Di Munich setelah PSG menghancurkan Inter Milan 5-0, Enrique memuji Dembele meskipun dia tidak mencetak gol. “Saya akan memberikan Ballon d'Or kepada Mr Ousmane Dembélé,” kata Enrique. “Cara dia bertahan, hanya itu yang pantas mendapatkan Ballon d'Or. Begitulah cara memimpin tim - gol, gelar, kepemimpinan, bertahan, cara dia menekan… Ousmane adalah Ballon d'Or saya. Tidak ada keraguan sama sekali,” ungkapnya usai pertandingan tersebut.
Siapa sangka, ucapan Enrique kini terbukti.
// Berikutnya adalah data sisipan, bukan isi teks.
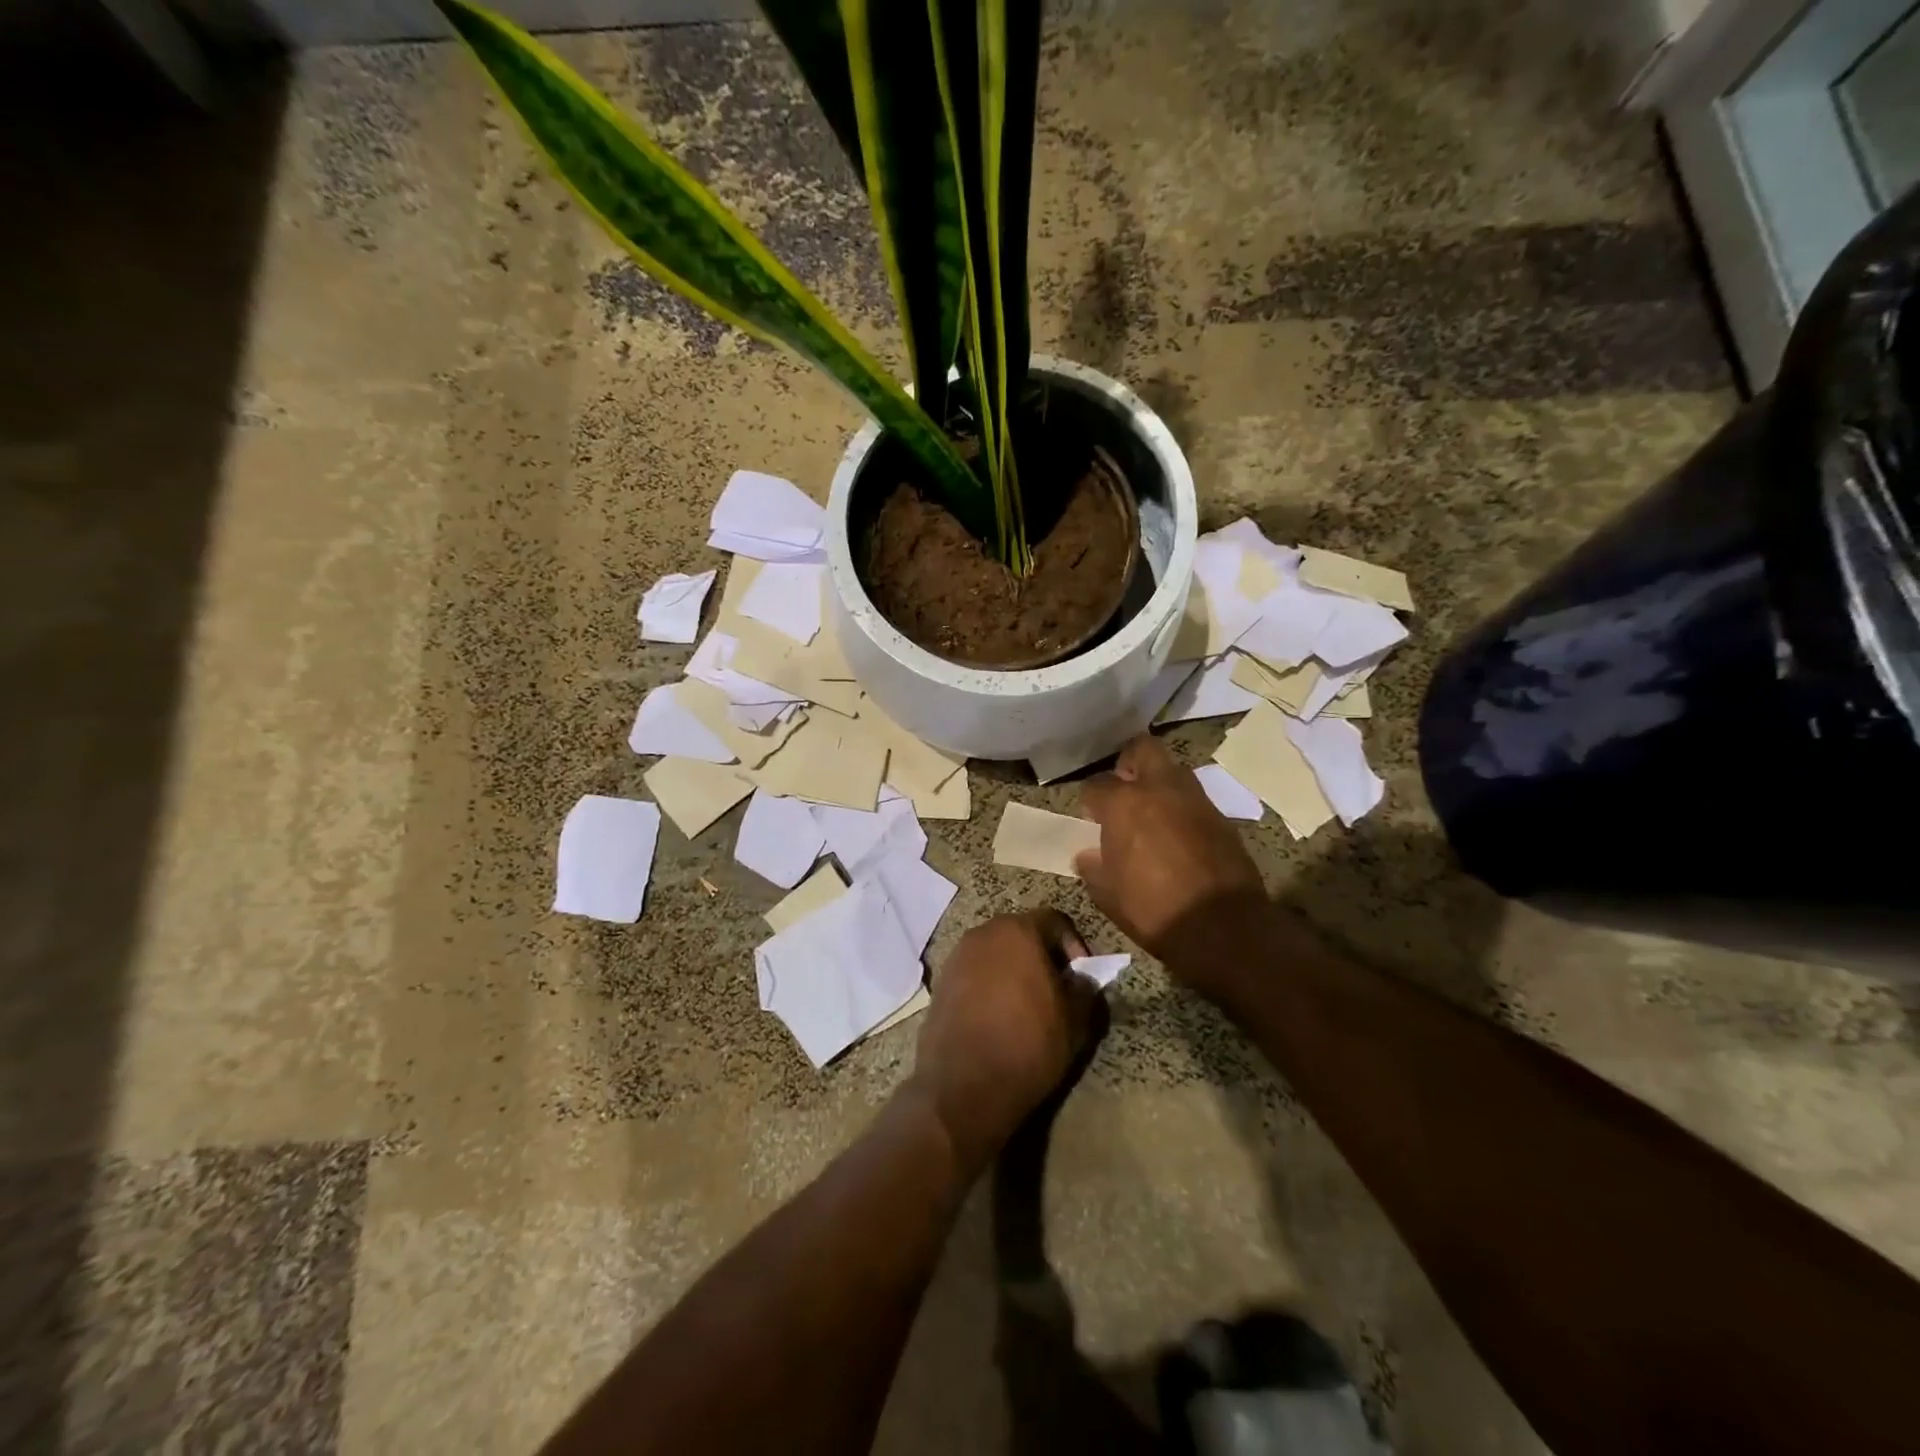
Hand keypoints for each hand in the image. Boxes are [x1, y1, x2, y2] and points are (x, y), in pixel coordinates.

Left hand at [912, 909, 1098, 1173]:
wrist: (962, 1086)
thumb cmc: (1027, 1045)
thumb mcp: (1075, 1021)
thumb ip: (1084, 989)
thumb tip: (1080, 979)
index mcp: (1018, 931)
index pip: (1056, 921)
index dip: (1075, 945)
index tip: (1081, 977)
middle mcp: (983, 933)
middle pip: (1022, 933)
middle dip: (1043, 956)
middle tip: (1058, 989)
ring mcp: (957, 956)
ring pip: (996, 953)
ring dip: (1015, 970)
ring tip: (1028, 1006)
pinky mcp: (941, 981)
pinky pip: (975, 973)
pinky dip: (990, 985)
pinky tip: (998, 1017)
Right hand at [1076, 736, 1268, 992]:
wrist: (1223, 928)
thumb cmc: (1153, 910)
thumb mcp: (1108, 896)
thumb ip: (1093, 868)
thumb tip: (1088, 855)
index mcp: (1124, 804)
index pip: (1096, 785)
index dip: (1090, 800)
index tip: (1090, 816)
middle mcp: (1160, 790)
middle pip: (1142, 749)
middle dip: (1129, 763)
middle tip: (1123, 789)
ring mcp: (1195, 800)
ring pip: (1173, 770)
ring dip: (1159, 783)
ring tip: (1151, 813)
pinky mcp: (1221, 818)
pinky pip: (1195, 799)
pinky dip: (1182, 808)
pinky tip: (1177, 835)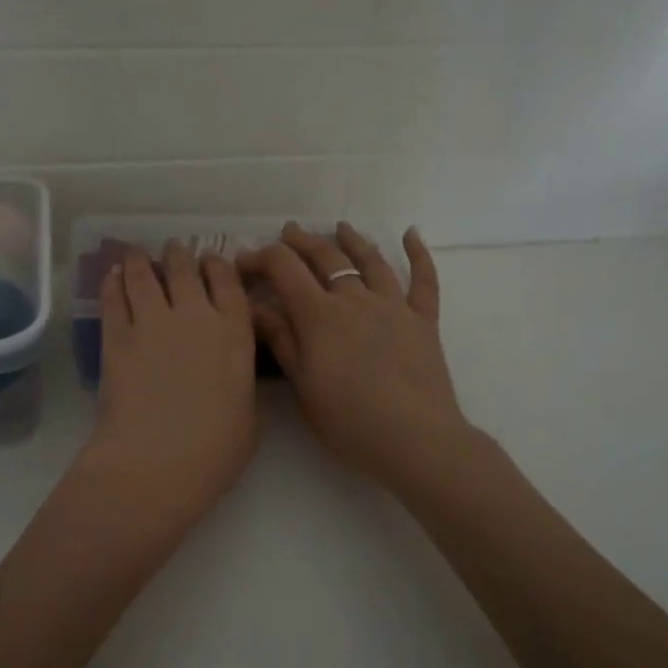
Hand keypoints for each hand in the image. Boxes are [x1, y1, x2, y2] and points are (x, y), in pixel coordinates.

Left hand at [81, 242, 259, 541]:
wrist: (157, 461)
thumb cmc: (215, 449)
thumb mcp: (250, 416)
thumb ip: (241, 384)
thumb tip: (231, 375)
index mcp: (234, 332)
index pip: (227, 283)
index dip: (218, 266)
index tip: (211, 260)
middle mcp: (194, 316)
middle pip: (185, 270)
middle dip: (180, 255)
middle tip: (174, 249)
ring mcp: (152, 323)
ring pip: (145, 277)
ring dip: (142, 261)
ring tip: (137, 254)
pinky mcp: (116, 338)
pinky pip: (114, 299)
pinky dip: (113, 282)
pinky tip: (112, 275)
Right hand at [240, 223, 471, 488]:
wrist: (414, 438)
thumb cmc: (348, 420)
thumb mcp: (302, 383)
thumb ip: (281, 339)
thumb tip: (254, 304)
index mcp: (319, 315)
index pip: (284, 269)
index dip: (260, 258)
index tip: (244, 261)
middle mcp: (355, 299)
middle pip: (326, 258)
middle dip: (301, 243)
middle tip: (287, 234)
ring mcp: (393, 306)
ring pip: (371, 261)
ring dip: (352, 240)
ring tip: (340, 228)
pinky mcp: (423, 320)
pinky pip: (423, 280)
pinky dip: (418, 254)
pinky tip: (410, 234)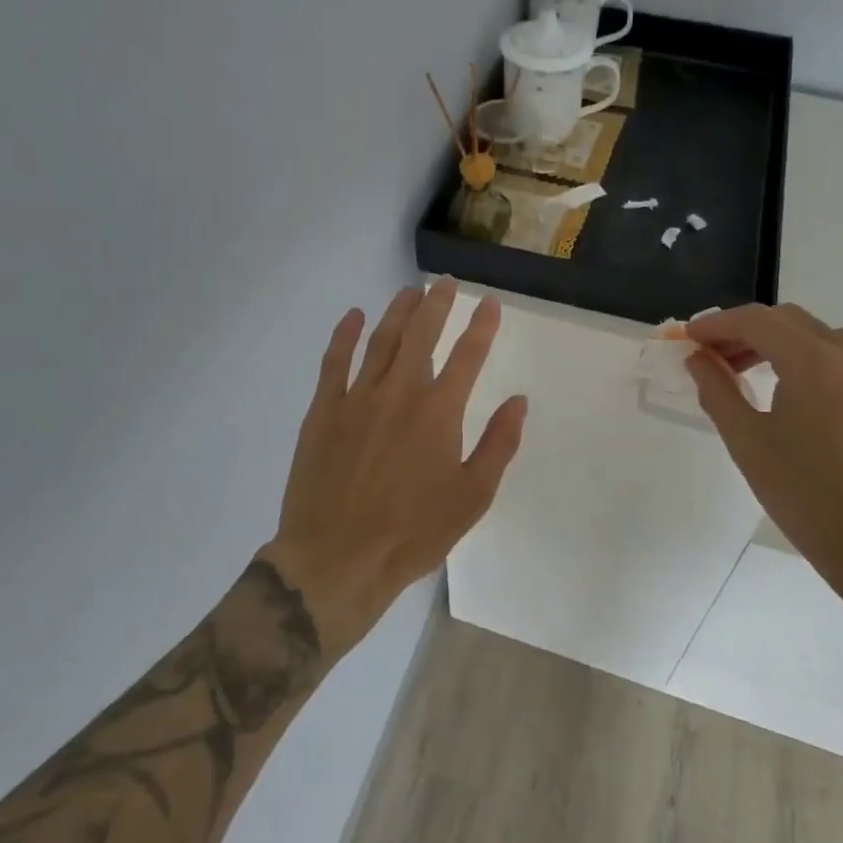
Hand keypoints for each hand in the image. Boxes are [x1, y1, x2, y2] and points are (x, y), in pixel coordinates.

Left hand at [262, 278, 526, 657]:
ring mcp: (357, 397)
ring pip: (381, 340)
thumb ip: (498, 444)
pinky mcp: (323, 410)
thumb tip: (519, 400)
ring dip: (398, 311)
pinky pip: (334, 361)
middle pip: (422, 334)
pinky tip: (353, 316)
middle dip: (438, 304)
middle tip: (446, 284)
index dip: (482, 326)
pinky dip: (345, 335)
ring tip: (410, 291)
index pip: (468, 355)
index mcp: (439, 411)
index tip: (490, 302)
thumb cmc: (413, 533)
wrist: (337, 558)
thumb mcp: (472, 497)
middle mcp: (400, 391)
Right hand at [685, 304, 842, 601]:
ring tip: (739, 368)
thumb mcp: (747, 441)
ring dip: (772, 341)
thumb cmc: (805, 496)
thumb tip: (697, 358)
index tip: (687, 338)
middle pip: (783, 320)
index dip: (715, 325)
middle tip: (707, 355)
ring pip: (811, 331)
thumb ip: (716, 389)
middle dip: (741, 332)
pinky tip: (787, 378)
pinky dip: (805, 352)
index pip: (754, 321)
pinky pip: (838, 348)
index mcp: (814, 359)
Bagi pemuda asal kota Vernon di Normandia, Perancis yang lahir dari ibu asal Mauritania-Senegal dan ayah asal Mali, perjalanan menuju puncak sepak bola terwujud Selasa (23/9/2025) dini hari tadi ketika ia dinobatkan sebagai pemenang Ballon d'Or pria di Theatre du Chatelet, Paris.
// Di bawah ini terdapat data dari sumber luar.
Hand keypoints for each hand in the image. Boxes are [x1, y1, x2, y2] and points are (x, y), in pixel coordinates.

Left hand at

Dembele memulai karirnya di Rennes di barat laut Prancis sebelum menolak tawaran Premier League untuk pindah ke Borussia Dortmund pada usia 19 tahun. Setelah satu musim dibawah asuhan Thomas Tuchel, ia menjadi pemain termahal kedua di dunia saat ia bergabung dengan Barcelona dalam kesepakatan senilai £135,5 Juta, setara dengan Rp3,1 Triliun, pada 2017.
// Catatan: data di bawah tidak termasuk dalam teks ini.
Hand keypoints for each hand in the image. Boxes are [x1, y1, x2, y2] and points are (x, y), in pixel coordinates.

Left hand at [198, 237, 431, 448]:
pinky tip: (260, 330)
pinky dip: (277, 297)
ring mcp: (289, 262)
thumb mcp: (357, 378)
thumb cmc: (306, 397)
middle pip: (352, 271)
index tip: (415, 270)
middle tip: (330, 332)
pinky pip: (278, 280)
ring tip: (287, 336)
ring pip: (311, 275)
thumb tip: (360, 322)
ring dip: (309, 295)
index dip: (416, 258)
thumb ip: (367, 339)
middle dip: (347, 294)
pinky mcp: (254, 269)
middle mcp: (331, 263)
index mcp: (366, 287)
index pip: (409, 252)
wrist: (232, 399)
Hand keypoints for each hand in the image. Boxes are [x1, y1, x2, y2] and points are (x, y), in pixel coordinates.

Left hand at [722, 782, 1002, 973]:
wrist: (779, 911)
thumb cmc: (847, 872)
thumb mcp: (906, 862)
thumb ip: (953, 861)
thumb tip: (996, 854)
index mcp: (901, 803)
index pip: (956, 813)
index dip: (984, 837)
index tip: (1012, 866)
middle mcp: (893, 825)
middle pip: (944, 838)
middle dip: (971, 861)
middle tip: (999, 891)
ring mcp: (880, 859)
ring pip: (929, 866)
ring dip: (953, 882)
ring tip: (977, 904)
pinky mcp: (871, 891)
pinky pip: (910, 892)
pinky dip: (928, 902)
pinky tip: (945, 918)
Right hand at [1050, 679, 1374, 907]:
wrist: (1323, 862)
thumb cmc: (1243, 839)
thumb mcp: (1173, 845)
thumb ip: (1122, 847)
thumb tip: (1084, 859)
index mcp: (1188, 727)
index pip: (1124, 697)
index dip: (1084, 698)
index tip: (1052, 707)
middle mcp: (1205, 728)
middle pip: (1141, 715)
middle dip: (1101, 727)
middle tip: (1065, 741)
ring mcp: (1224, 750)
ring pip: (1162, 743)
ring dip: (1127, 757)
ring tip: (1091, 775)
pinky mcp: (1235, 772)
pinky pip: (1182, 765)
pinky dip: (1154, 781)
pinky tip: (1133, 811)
Pada 2021, Xavi, yang saat itu menjadi manajer Barcelona, menegaskan kalau digunakan dengan benar, Dembele bisa menjadi pemain terbaik di dunia. Namun, pada 2023, setelah mengalami sejumlah cedera, Barcelona menjualnya ke PSG seharga £43,5 Juta, setara dengan Rp966 Miliar. PSG merasa itu adalah kesepakatan yang menguntungkan untuk seorang pemain yang belum mencapai puncak karirnya dan ia sesuai dengan kriteria mereka untuk memiliki lebih banyak pemain Perancis.
Persahabatannya dengan Kylian Mbappe berperan dalam kepindahannya, tetapi ketika Mbappe pindah ke Real Madrid pada 2024, hal itu membuka jalan bagi Dembele untuk menjadi bintang.
Julien Laurens, seorang pakar sepak bola Prancis, menegaskan Dembele adalah batu permata yang perlu dipoles dengan cara yang tepat dan itulah yang dilakukan Enrique dan PSG.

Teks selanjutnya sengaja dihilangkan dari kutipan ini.